---- Provided records

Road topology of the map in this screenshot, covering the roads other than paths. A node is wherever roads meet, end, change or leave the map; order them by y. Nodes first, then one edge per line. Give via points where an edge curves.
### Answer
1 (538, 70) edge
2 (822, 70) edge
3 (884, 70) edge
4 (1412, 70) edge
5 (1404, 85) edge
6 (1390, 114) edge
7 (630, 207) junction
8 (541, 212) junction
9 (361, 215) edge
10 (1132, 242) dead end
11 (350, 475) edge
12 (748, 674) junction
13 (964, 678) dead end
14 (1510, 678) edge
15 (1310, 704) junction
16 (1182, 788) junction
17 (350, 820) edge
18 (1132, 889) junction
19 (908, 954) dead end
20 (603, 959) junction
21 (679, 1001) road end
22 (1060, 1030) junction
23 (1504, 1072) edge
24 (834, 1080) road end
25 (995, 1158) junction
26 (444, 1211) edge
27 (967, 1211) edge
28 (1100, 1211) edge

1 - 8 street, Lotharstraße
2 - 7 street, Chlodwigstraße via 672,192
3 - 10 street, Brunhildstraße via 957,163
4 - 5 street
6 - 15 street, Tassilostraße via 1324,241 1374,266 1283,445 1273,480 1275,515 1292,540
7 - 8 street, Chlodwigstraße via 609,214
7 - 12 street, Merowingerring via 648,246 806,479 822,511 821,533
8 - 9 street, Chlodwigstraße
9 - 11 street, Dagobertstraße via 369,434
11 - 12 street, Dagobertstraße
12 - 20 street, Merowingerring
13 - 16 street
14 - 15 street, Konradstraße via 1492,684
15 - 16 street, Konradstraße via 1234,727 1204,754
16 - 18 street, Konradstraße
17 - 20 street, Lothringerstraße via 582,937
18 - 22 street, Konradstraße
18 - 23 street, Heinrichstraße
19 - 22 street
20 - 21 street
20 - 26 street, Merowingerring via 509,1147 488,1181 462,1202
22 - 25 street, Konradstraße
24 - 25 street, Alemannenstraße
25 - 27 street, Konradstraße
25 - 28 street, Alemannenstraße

--------

Problem to solve:
All the records above need to be restated exactly, line by line.

Exercise result:
Road topology of the map in this screenshot, covering the roads other than paths. A node is wherever roads meet, end, change or leave the map; order them by y. Nodes first, then one edge per line. Give via points where an edge curves.
### Answer
1 (538, 70) edge
2 (822, 70) edge
3 (884, 70) edge
4 (1412, 70) edge
5 (1404, 85) edge
6 (1390, 114) edge
7 (630, 207) junction
8 (541, 212) junction
9 (361, 215) edge
10 (1132, 242) dead end
11 (350, 475) edge
12 (748, 674) junction
13 (964, 678) dead end
14 (1510, 678) edge
15 (1310, 704) junction
16 (1182, 788) junction
17 (350, 820) edge
18 (1132, 889) junction
19 (908, 954) dead end
20 (603, 959) junction
21 (679, 1001) road end
22 (1060, 1030) junction
23 (1504, 1072) edge
24 (834, 1080) road end
25 (995, 1158) junction
26 (444, 1211) edge
27 (967, 1211) edge
28 (1100, 1211) edge

1 - 8 street, Lotharstraße
2 - 7 street, Chlodwigstraße via 672,192
3 - 10 street, Brunhildstraße via 957,163
4 - 5 street
6 - 15 street, Tassilostraße via 1324,241 1374,266 1283,445 1273,480 1275,515 1292,540
7 - 8 street, Chlodwigstraße via 609,214
7 - 12 street, Merowingerring via 648,246 806,479 822,511 821,533
8 - 9 street, Chlodwigstraße
9 - 11 street, Dagobertstraße via 369,434
11 - 12 street, Dagobertstraße
12 - 20 street, Merowingerring
13 - 16 street
14 - 15 street, Konradstraße via 1492,684
15 - 16 street, Konradstraße via 1234,727 1204,754
16 - 18 street, Konradstraße
17 - 20 street, Lothringerstraße via 582,937
18 - 22 street, Konradstraße
18 - 23 street, Heinrichstraße
19 - 22 street
20 - 21 street
20 - 26 street, Merowingerring via 509,1147 488,1181 462,1202
22 - 25 street, Konradstraße
24 - 25 street, Alemannenstraße
25 - 27 street, Konradstraße
25 - 28 street, Alemannenstraße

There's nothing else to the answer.